Task directions: Below are several records. Retype exactly those lines running from the one with "5 dict begin" through the one with "0 1866 translate 1 -1 scale", end lines included, and no others.

Material for this exercise:
++++

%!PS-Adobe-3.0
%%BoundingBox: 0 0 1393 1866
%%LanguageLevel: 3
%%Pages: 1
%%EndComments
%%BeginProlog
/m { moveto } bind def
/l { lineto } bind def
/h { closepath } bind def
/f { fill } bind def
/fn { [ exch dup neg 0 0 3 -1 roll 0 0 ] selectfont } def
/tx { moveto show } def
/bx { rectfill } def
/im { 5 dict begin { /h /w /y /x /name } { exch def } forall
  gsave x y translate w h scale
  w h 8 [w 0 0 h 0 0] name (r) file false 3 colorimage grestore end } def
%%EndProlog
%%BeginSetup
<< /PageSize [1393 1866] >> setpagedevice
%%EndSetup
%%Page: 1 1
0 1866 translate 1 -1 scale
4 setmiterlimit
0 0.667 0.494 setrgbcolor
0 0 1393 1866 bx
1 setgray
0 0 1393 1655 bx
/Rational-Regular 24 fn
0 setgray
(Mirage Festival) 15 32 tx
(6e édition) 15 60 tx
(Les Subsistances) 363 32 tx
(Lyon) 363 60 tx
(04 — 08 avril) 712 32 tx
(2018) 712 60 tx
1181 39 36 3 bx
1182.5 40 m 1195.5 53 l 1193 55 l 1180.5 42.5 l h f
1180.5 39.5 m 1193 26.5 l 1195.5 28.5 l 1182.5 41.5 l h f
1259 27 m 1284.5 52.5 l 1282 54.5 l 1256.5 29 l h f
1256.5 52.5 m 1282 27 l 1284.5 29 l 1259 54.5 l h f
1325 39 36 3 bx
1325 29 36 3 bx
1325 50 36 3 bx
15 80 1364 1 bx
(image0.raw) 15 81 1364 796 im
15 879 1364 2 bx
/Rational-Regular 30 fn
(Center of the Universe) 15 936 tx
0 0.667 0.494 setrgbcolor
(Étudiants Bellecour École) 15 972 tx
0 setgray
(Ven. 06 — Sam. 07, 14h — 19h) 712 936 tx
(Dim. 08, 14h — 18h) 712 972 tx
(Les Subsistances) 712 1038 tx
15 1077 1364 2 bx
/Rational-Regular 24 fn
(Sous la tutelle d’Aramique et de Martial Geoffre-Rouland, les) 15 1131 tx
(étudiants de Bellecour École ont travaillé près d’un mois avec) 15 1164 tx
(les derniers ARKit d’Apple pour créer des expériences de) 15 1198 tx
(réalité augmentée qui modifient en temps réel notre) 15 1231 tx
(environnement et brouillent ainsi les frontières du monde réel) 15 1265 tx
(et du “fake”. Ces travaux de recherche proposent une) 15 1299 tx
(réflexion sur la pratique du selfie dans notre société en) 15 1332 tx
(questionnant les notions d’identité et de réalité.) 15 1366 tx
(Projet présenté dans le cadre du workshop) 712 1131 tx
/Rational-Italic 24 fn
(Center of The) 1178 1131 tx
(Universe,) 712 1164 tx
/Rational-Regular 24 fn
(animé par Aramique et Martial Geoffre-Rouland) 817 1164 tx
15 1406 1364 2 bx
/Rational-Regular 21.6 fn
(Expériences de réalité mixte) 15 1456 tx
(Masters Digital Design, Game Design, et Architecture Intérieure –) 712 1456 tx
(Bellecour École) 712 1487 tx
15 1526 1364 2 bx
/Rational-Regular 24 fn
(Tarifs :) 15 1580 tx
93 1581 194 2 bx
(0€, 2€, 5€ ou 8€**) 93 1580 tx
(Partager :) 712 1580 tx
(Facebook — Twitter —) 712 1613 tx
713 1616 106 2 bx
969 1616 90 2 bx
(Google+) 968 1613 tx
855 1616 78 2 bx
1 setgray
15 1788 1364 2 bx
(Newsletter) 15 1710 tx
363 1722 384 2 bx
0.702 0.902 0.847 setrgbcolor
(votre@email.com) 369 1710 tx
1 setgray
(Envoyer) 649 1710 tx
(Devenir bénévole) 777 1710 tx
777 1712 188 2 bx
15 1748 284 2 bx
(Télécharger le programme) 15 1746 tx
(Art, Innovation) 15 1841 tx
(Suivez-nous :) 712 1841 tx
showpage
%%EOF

++++

Task answer:
/im { 5 dict begin { /h /w /y /x /name } { exch def } forall
  gsave x y translate w h scale
  w h 8 [w 0 0 h 0 0] name (r) file false 3 colorimage grestore end } def
%%EndProlog
%%BeginSetup
<< /PageSize [1393 1866] >> setpagedevice
%%EndSetup
%%Page: 1 1
0 1866 translate 1 -1 scale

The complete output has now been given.